The second table uses the same method as the previous table except instead of absolute error the absolute percentage error was computed initially. This method allows the small counties to have a much greater effect in the comparison, and, thus, attempts to indicate whether or not the calibration scheme produced generally "good" estimates for all counties for each commodity.

Table 8
Published Estimates - Percentage Error
District Level Calibration State Level Calibration
Initial = 1 Initial = Census Initial = 1 Initial = Census
"All" Commodities Calibrated EOs Excluded 0.9464 0.9438 0.9596 0.9554
EOs Included 0.9928 1.0818 1.1000 1.0915
"Top" Commodities Calibrated EOs Excluded 0.9349 0.9310 0.9368 0.9325
EOs Included 0.9947 1.0647 1.0661 1.0681

In both tables numbers less than one indicate "better" estimates at the county level when compared to current NASS county estimates. As previously mentioned, in every single case the scheme with extreme operators removed produced better results than the corresponding case with extreme operators included in the calibration process. Also, in both tables it is obvious the state level calibration of the top commodities with the EOs excluded produced the "best" results. Examination of the Percentage Error table seems to indicate that the choice of initial starting value and level of calibration is irrelevant. The following table, which lists the maximum index value across all commodities was examined. It seems reasonable to select the scheme which does not decrease the overall error at the expense of a relatively large error in one or two commodities.

Table 9
Published Estimates - Percentage Error - Maximum Index Value
District Level Calibration State Level Calibration
Initial = 1 Initial = Census Initial = 1 Initial = Census
"All" Commodities Calibrated EOs Excluded 1.1066 1.0854 1.1089 1.0809
EOs Included 1.4538 1.4761 1.4218 1.4261
"Top" Commodities Calibrated EOs Excluded 1.1290 1.1019 1.1018 1.0687
EOs Included 1.3985 1.4517 1.2348 1.2573

The results in this table, when combined with the previous two tables, lead to the conclusion that the "best" calibration scheme for Michigan is, again, to use an initial weight equal to the original census weight, exclude EOs, and to calibrate only the top commodities at the state level.

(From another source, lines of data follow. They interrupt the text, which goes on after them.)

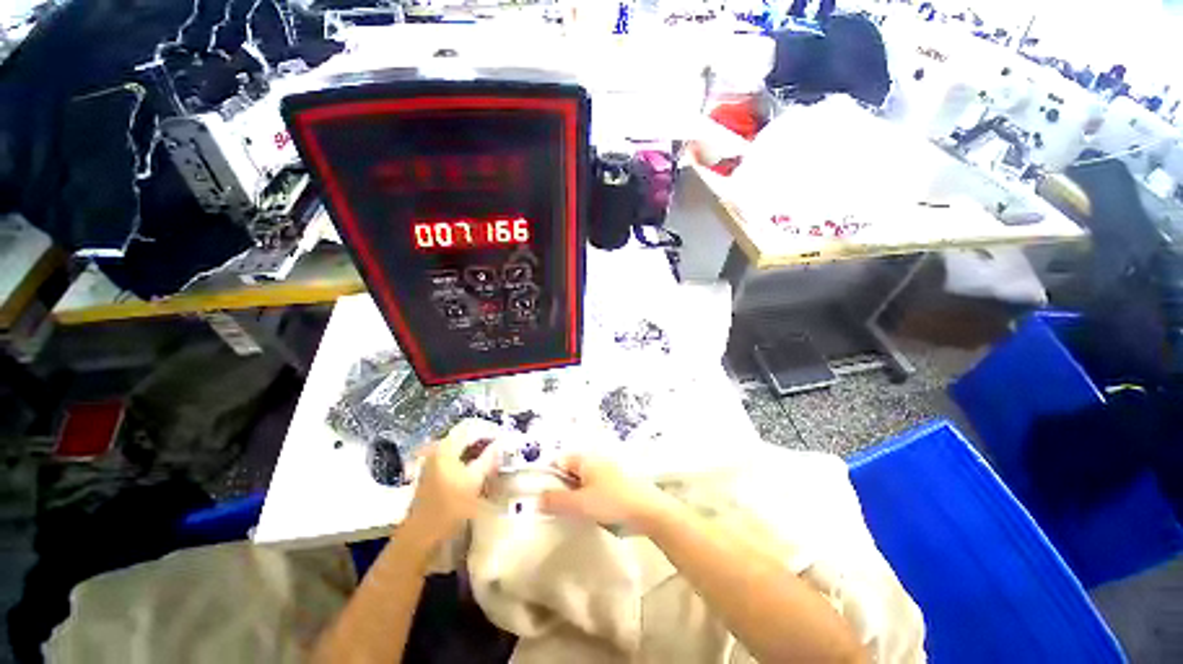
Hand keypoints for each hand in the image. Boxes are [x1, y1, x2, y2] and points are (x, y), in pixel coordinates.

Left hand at [402, 420, 498, 546]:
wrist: (422, 534)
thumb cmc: (449, 507)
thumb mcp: (474, 481)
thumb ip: (489, 458)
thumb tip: (501, 442)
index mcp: (446, 448)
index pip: (471, 427)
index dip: (490, 429)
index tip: (505, 436)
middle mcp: (437, 449)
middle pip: (465, 435)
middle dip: (485, 438)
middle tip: (501, 445)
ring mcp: (434, 460)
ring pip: (461, 445)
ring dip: (478, 447)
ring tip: (494, 455)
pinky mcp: (434, 471)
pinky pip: (456, 455)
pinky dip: (470, 456)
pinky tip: (480, 465)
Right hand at [538, 454, 671, 529]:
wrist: (650, 511)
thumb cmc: (613, 502)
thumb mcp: (580, 504)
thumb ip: (556, 501)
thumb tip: (537, 498)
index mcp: (585, 459)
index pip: (559, 461)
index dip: (549, 478)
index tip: (546, 498)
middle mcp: (596, 460)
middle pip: (571, 472)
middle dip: (563, 489)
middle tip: (560, 509)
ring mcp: (608, 471)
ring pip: (583, 482)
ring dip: (577, 496)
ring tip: (577, 514)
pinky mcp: (617, 483)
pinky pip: (596, 488)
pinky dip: (591, 499)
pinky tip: (594, 514)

Under this calibration scheme Caljack appears to be a very promising tool for use in producing a one number census for the 2002 Census of Agriculture. However, a few minor modifications to the program, such as the handling of convergence failures, would make the program an ideal tool for this application.

References

DEVILLE, J.C. and SÄRNDAL, C.E. (1992). Calibration estimators in survey sampling. Journal of the American Statistical Association, 87, 376-382.

DEVILLE, J.C., SÄRNDAL, C.E., and SAUTORY, O. (1993). Generalized raking procedures in survey sampling. Journal of the American Statistical Association, 88, 1013-1020.

SINGH, A.C. and MOHL, C.A. (1996). Understanding calibration estimators in survey sampling. Survey Methodology, 22, 107-115.